[Saved entries]
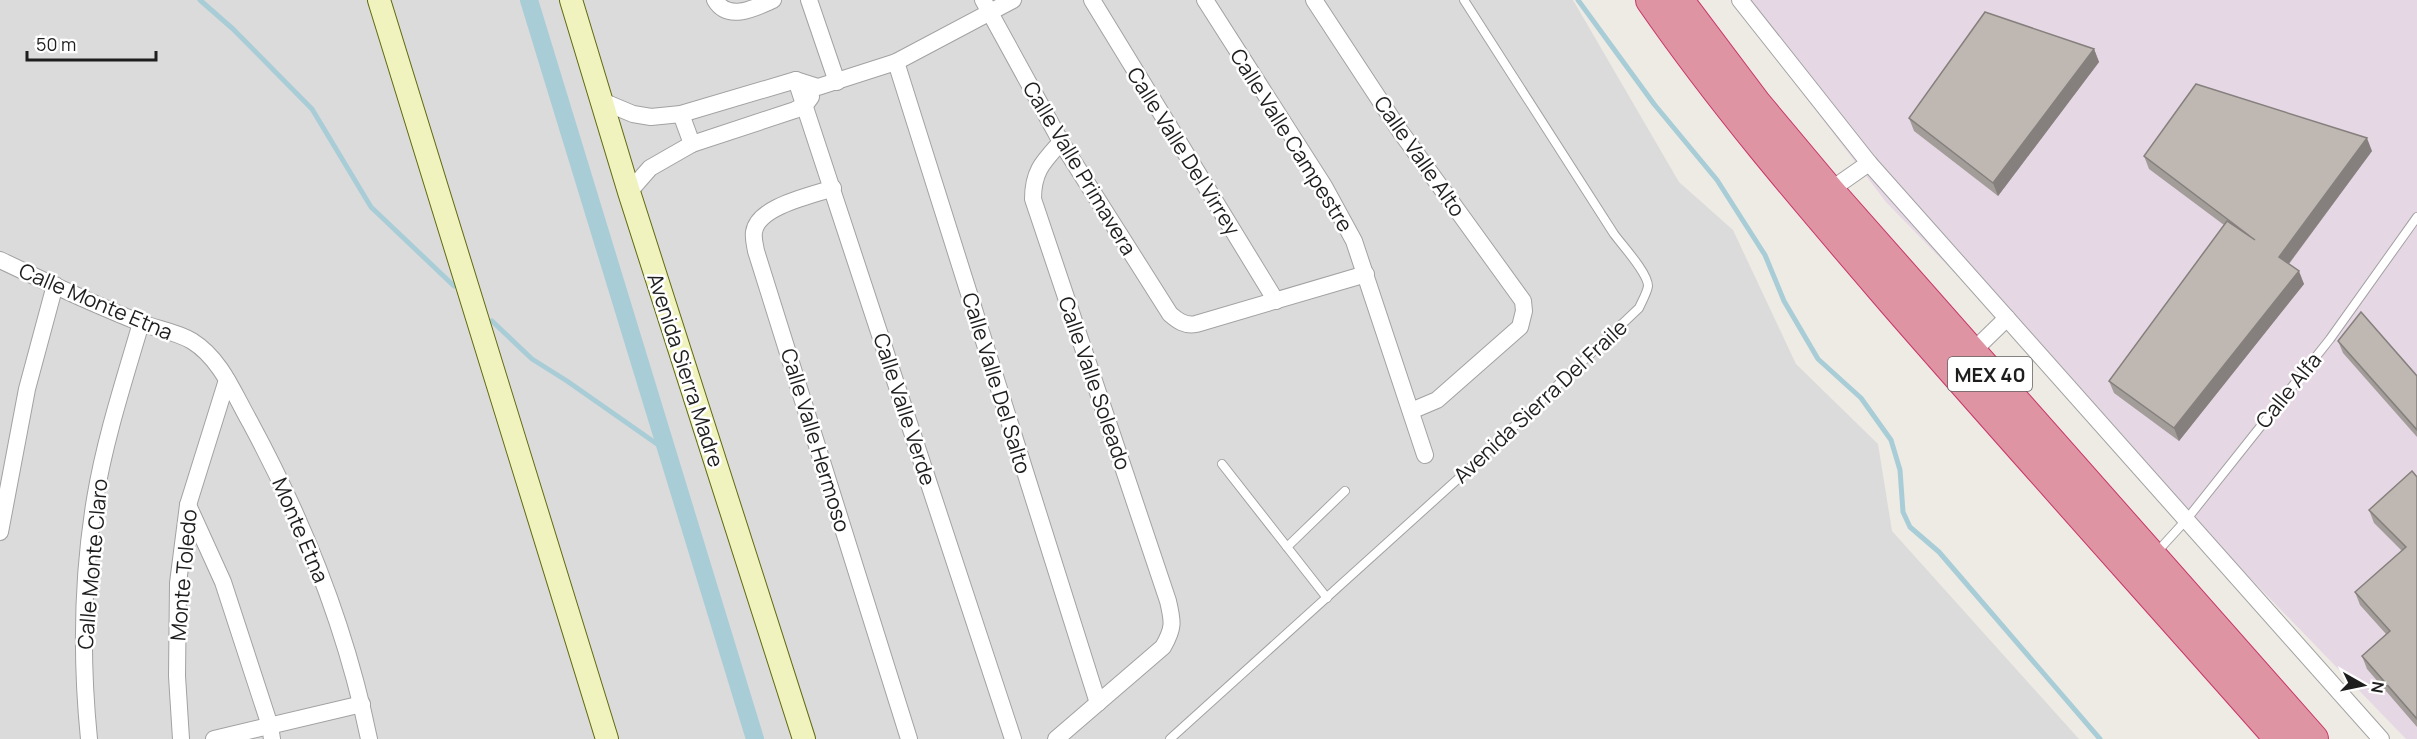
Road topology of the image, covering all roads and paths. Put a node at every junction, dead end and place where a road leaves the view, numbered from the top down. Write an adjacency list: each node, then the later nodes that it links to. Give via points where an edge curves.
1 (379, 0): 56 (street)
2 (571, 0): 19 (street, Avenida Sierra Madre)
3 (716, 0): 4 (street, via 719,7 739,12)
4 (773, 0)
5 (809, 0): 17 (street)
6 (1013, 0): 14 (street)
7 (1092, 0): 32 (street, Calle Valle Del Virrey)
8 (1205, 0): 30 (street, Calle Valle Campestre, via 1341,214)
9 (1314, 0): 38 (street, Calle Valle Alto, via 1400,130 1519,294 1524,311 1520,327 1503,343 1437,400)
10 (1464, 0): 47 (lane, Avenida Sierra Del Fraile, via 1640,269 1648,288 1639,308)
11 (1651, 0): 51 (highway, MEX 40, via 1743,124 1934,348)
12 (1678, 0): 26 (highway, MEX 40, via 1757,105)
13 (1740, 0): 24 (street)
14 (987, 7): 15 (street); 22 (street, Calle Valle Primavera)
15 (896, 62): 17 (street); 48 (street, Calle Valle Del Salto)
16 (796, 80): 18 (street); 20 (street, Calle Valle Verde); 21 (street)
17 (837, 82): 18 (street)
18 (818, 87): 20 (street)
19 (602, 101): 21 (street, via 651,117); 27 (street, Avenida Sierra Madre)
20 (805, 105): 23 (street); 25 (street, Calle Valle Verde)
21 (681, 114): 23 (street)
22 (1061, 142): 32 (street, Calle Valle Primavera, via 1170,314 1179,322 1188,326); 48 (street, Calle Valle Soleado, via 1039,167 1033,182 1033,200 1172,621 1172,632 1162,647)
23 (692, 144): 27 (street, via 650,168)
24 (1869, 163): 26 (street); 33 (street)
25 (833, 188): 58 (street, Calle Valle Hermoso, via 769,211 756,224 753,234); 59 (street, Calle Valle Verde)
26 (1829, 191): 36 (highway, MEX 40)
27 (629, 192): 57 (street, Avenida Sierra Madre)
28 (2417, 217): 43 (lane, Calle Alfa, via 2330,339)
29 (0, 260): 31 (street, Calle Monte Etna)
30 (1366, 274): 32 (street); 38 (street, Calle Valle Campestre)
31 (55, 285): 34 (street, Calle Monte Etna); 44 (street, via 27,389)
32 (1276, 301)
33 (2007, 318): 36 (street); 43 (street)
34 (141, 323): 35 (street, Calle Monte Etna); 52 (street, Calle Monte Claro, via 94,500 83,648)
35 (192, 341): 37 (street, Monte Etna, via 216,363)
36 (1971, 353): 46 (highway, MEX 40)
37 (227, 380): 42 (street, Monte Toledo); 49 (street, Monte Etna, via 302,525 343,634)
38 (1411, 411): 39 (street, Calle Valle Campestre)
39 (1425, 455)
40 (1222, 464): 45 (lane)
41 (1345, 491): 45 (lane)
42 (188, 505): 50 (street, via 223,582); 53 (street, Monte Toledo, via 177,603)
43 (2187, 519): 46 (lane, Calle Alfa); 62 (street)
44 (0, 532)
45 (1287, 547): 47 (lane)
46 (2151, 558): 51 (highway, MEX 40)
47 (1327, 598): 61 (lane, Avenida Sierra Del Fraile)
48 (1098, 703): 60 (street)
49 (362, 704): 50 (street); 55 (street, Monte Etna)
50 (271, 733): 54 (street)
51 (2303, 736)
52 (89, 739)
53 (181, 739)
54 (214, 739)
55 (369, 739)
56 (608, 739)
57 (804, 739)
58 (909, 739)
59 (1013, 739)
60 (1056, 739)
61 (1170, 739)
62 (2381, 739)

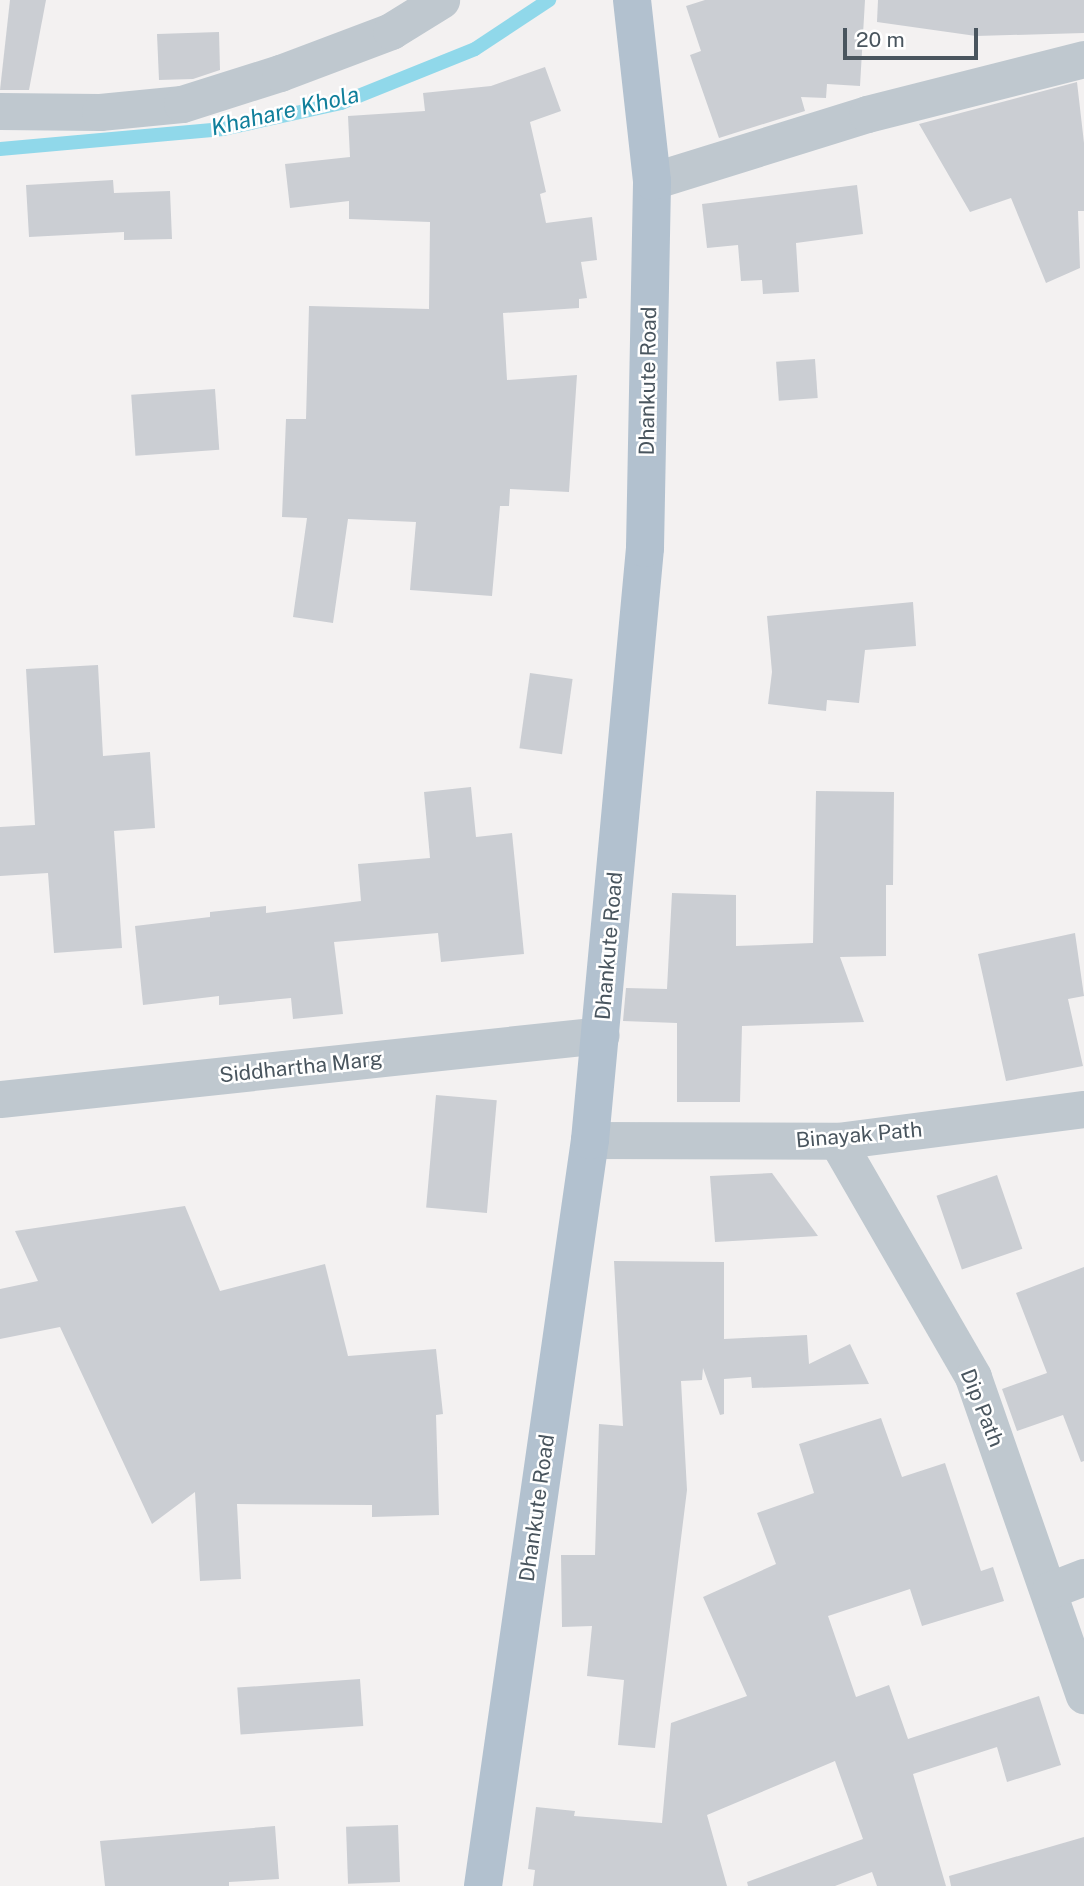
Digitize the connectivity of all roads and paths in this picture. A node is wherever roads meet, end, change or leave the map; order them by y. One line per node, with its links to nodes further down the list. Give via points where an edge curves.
1 (441, 0): 4 (street, via 391,31 280,74 182,104 100,112)
2 (633, 7): 5 (main road, Dhankute Road)
3 (1084, 59): 5 (street, via 867,114)
4 (0, 111)
5 (652, 181): 6 (main road, Dhankute Road, via 645,548)
6 (601, 1035): 7 (street, Siddhartha Marg); 9 (main road, Dhankute Road)
7 (0, 1098)
8 (1084, 1109): 10 (street, Binayak Path)
9 (590, 1140): 10 (street, Binayak Path); 14 (main road, Dhankute Road)
10 (837, 1141): 12 (street, Dip Path, via 973,1377)
11 (1084, 1577): 12 (street)
12 (1050, 1590): 13 (street, Dip Path)
13 (1084, 1695)
14 (483, 1886)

Your task: Keep the pictures out and write out the records exactly.

Response:
Road topology of the image, covering all roads and paths. Put a node at every junction, dead end and place where a road leaves the view, numbered from the top down. Write an adjacency list: each node, then the later nodes that it links to. Give via points where an edge curves.
1 (379, 0): 56 (street)
2 (571, 0): 19 (street, Avenida Sierra Madre)
3 (716, 0): 4 (street, via 719,7 739,12)
4 (773, 0)
5 (809, 0): 17 (street)
6 (1013, 0): 14 (street)
7 (1092, 0): 32 (street, Calle Valle Del Virrey)
8 (1205, 0): 30 (street, Calle Valle Campestre, via 1341,214)
9 (1314, 0): 38 (street, Calle Valle Alto, via 1400,130 1519,294 1524,311 1520,327 1503,343 1437,400)
10 (1464, 0): 47 (lane, Avenida Sierra Del Fraile, via 1640,269 1648,288 1639,308)
11 (1651, 0): 51 (highway, MEX 40, via 1743,124 1934,348)
12 (1678, 0): 26 (highway, MEX 40, via 1757,105)
13 (1740, 0): 24 (street)
14 (987, 7): 15 (street); 22 (street, Calle Valle Primavera)
15 (896, 62): 17 (street); 48 (street, Calle Valle Del Salto)
16 (796, 80): 18 (street); 20 (street, Calle Valle Verde); 21 (street)
17 (837, 82): 18 (street)
18 (818, 87): 20 (street)
19 (602, 101): 21 (street, via 651,117); 27 (street, Avenida Sierra Madre)
20 (805, 105): 23 (street); 25 (street, Calle Valle Verde)
21 (681, 114): 23 (street)
22 (1061, 142): 32 (street, Calle Valle Primavera, via 1170,314 1179,322 1188,326); 48 (street, Calle Valle Soleado, via 1039,167 1033,182 1033,200 1172,621 1172,632 1162,647)
23 (692, 144): 27 (street, via 650,168)
24 (1869, 163): 26 (street); 33 (street)
25 (833, 188): 58 (street, Calle Valle Hermoso, via 769,211 756,224 753,234); 59 (street, Calle Valle Verde)
26 (1829, 191): 36 (highway, MEX 40)
27 (629, 192): 57 (street, Avenida Sierra Madre)
28 (2417, 217): 43 (lane, Calle Alfa, via 2330,339)
29 (0, 260): 31 (street, Calle Monte Etna)
30 (1366, 274): 32 (street); 38 (street, Calle Valle Campestre)
31 (55, 285): 34 (street, Calle Monte Etna); 44 (street, via 27,389)
32 (1276, 301)
33 (2007, 318): 36 (street); 43 (street)
34 (141, 323): 35 (street, Calle Monte Etna); 52 (street, Calle Monte Claro, via 94,500 83,648)
35 (192, 341): 37 (street, Monte Etna, via 216,363)
36 (1971, 353): 46 (highway, MEX 40)
37 (227, 380): 42 (street, Monte Toledo); 49 (street, Monte Etna, via 302,525 343,634)
38 (1411, 411): 39 (street, Calle Valle Campestre)
39 (1425, 455)
40 (1222, 464): 45 (lane)
41 (1345, 491): 45 (lane)
42 (188, 505): 50 (street, via 223,582); 53 (street, Monte Toledo, via 177,603)
43 (2187, 519): 46 (lane, Calle Alfa); 62 (street)
44 (0, 532)
45 (1287, 547): 47 (lane)
46 (2151, 558): 51 (highway, MEX 40)
47 (1327, 598): 61 (lane, Avenida Sierra Del Fraile)
48 (1098, 703): 60 (street)
49 (362, 704): 50 (street); 55 (street, Monte Etna)
50 (271, 733): 54 (street)
51 (2303, 736)
52 (89, 739)
53 (181, 739)
54 (214, 739)
55 (369, 739)
56 (608, 739)
57 (804, 739)
58 (909, 739)
59 (1013, 739)
60 (1056, 739)
61 (1170, 739)
62 (2381, 739)

Digitize the connectivity of all roads and paths in this picture. A node is wherever roads meet, end, change or leave the map; order them by y. One line per node, with its links to nodes further down the list. Give via points where an edge curves.
1 (441, 0): 4 (street, via 391,31 280,74 182,104 100,112)
2 (633, 7): 5 (main road, Dhankute Road)
3 (1084, 59): 5 (street, via 867,114)
4 (0, 111)
5 (652, 181): 6 (main road, Dhankute Road, via 645,548)
6 (601, 1035): 7 (street, Siddhartha Marg); 9 (main road, Dhankute Road)
7 (0, 1098)
8 (1084, 1109): 10 (street, Binayak Path)
9 (590, 1140): 10 (street, Binayak Path); 14 (main road, Dhankute Road)
10 (837, 1141): 12 (street, Dip Path, via 973,1377)
11 (1084, 1577): 12 (street)
12 (1050, 1590): 13 (street, Dip Path)
13 (1084, 1695)
14 (483, 1886)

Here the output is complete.